Stored data entries
-- Opening Marker --

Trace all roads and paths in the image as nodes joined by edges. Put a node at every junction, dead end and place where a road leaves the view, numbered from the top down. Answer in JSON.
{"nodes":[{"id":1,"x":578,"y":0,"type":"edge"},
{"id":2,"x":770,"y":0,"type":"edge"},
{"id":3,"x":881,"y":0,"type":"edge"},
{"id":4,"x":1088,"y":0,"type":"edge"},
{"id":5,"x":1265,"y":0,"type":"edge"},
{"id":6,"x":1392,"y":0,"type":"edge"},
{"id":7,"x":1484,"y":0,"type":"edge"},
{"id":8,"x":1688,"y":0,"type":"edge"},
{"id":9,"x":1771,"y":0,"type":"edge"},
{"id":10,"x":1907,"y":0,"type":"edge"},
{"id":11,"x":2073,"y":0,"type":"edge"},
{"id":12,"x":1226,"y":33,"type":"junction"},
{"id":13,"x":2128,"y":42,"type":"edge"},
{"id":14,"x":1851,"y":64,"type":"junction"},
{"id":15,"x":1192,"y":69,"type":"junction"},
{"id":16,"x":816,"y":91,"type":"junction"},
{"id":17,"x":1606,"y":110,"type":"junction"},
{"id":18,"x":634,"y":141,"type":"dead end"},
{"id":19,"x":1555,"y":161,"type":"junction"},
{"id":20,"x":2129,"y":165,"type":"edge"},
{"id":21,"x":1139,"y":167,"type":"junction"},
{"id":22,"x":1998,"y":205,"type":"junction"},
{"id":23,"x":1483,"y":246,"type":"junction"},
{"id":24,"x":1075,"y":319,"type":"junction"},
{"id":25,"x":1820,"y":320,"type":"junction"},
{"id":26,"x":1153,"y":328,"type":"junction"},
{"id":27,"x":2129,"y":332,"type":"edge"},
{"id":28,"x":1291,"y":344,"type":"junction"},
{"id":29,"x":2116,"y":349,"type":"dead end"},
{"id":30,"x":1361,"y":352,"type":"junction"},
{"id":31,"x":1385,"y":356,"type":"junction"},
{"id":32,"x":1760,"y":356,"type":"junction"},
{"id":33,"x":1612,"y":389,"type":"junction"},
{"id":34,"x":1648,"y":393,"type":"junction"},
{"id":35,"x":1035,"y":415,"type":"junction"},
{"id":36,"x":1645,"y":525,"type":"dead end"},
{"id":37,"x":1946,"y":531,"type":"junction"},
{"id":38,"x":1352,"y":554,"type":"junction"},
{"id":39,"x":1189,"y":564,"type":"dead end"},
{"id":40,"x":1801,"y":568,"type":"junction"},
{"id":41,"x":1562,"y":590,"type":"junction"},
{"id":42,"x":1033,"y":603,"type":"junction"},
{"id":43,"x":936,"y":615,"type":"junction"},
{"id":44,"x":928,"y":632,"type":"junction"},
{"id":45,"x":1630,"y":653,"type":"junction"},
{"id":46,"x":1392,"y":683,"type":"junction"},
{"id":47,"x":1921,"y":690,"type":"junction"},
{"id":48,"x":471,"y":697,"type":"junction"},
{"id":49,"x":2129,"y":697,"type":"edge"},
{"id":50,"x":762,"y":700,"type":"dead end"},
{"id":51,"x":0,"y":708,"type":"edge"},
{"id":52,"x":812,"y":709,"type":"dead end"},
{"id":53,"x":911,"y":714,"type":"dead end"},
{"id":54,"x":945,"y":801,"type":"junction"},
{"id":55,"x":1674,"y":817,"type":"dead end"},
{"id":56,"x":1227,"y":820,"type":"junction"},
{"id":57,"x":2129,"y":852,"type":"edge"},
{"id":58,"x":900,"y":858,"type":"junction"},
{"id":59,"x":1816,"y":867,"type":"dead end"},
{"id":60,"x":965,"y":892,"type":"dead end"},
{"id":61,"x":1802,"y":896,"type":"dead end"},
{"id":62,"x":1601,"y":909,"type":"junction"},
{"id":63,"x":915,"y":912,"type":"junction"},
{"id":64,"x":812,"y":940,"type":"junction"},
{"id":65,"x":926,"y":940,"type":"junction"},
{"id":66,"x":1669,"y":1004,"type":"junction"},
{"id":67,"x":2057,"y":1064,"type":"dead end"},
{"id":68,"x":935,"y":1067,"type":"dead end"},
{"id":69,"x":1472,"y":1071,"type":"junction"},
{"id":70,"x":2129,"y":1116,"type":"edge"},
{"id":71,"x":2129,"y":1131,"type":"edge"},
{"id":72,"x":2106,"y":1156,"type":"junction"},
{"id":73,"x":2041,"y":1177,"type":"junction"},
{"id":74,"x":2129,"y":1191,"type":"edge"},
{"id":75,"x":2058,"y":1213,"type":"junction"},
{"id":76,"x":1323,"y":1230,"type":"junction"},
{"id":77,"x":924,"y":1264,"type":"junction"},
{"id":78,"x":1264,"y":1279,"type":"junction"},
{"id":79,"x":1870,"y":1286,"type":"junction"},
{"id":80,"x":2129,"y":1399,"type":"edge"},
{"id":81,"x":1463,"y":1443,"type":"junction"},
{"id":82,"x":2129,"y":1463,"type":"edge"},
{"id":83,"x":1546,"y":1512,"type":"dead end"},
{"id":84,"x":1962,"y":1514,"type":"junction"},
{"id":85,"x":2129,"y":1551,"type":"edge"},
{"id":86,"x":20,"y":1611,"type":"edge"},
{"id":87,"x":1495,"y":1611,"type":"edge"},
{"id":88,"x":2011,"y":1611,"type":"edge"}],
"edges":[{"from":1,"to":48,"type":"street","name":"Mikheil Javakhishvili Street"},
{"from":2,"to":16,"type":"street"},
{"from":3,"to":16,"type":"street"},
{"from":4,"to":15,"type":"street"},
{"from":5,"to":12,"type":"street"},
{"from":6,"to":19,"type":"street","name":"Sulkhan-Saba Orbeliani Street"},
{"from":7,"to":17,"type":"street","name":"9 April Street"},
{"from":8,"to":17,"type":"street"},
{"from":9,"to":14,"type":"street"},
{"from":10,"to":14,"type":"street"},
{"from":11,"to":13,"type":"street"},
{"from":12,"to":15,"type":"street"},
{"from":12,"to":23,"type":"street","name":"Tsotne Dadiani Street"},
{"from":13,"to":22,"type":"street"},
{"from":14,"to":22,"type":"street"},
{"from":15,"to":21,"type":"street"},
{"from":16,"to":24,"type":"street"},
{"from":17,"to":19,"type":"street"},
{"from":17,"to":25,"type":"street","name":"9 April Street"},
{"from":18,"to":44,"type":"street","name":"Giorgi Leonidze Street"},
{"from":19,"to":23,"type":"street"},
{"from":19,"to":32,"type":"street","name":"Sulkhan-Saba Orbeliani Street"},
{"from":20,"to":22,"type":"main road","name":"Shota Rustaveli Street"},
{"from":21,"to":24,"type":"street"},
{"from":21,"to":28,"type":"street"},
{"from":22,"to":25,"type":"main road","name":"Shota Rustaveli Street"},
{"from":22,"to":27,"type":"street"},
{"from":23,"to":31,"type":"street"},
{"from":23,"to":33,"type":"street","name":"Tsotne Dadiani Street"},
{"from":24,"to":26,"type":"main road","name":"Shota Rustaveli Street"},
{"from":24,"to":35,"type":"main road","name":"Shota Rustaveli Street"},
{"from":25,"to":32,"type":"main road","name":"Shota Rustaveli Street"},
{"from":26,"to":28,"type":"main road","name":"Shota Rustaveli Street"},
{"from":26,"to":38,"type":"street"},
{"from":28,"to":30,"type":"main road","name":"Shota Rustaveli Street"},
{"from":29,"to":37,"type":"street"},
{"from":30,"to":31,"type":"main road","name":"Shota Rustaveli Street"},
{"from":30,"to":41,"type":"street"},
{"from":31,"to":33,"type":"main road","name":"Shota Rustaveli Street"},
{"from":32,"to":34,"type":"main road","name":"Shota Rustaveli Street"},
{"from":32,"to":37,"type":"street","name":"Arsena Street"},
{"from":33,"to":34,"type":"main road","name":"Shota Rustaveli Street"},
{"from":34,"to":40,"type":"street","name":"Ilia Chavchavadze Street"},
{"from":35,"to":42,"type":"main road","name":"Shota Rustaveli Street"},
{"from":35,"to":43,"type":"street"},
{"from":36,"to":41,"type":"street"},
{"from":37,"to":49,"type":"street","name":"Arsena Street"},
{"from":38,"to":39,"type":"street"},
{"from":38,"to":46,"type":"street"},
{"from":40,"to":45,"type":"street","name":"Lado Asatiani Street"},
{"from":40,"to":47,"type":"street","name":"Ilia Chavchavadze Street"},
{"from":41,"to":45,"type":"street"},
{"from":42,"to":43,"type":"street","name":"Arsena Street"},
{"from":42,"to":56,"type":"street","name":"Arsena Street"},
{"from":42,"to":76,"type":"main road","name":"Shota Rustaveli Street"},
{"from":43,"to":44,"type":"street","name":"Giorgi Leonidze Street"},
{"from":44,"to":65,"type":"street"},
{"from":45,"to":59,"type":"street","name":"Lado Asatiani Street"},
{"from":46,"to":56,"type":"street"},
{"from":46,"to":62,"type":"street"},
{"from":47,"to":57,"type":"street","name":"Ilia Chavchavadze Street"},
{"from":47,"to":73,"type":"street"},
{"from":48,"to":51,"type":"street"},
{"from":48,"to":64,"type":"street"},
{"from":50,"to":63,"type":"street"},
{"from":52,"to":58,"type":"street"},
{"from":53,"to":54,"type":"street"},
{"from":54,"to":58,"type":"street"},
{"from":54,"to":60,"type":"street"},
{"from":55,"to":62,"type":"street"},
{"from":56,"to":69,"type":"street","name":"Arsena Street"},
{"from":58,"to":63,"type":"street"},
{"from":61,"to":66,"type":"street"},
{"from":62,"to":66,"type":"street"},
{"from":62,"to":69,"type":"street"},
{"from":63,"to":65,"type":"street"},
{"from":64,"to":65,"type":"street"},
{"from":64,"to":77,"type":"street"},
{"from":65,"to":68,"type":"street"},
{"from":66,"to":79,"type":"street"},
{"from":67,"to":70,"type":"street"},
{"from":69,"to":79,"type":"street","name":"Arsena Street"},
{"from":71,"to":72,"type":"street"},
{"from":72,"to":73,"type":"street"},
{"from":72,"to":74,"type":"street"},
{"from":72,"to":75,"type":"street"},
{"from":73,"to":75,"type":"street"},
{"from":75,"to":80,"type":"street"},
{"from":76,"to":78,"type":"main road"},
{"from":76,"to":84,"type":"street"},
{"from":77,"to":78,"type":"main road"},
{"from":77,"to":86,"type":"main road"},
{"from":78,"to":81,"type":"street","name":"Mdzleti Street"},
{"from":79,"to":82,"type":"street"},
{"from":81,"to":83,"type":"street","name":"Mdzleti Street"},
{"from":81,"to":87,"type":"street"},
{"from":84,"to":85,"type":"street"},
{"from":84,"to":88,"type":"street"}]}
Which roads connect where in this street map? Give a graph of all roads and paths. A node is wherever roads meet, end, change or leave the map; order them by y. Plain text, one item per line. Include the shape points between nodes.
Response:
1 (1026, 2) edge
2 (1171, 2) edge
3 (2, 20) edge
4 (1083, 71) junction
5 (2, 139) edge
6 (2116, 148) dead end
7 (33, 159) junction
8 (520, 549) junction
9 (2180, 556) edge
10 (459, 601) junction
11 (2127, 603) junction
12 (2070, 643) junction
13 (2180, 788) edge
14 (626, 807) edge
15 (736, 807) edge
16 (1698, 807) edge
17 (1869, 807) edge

-- Closing Marker --

◆ **TASK DESCRIPTION**
What must be returned is a bare number, the count of lines in the entries holding the string "edges".

◆ **RESULT BELOW**
2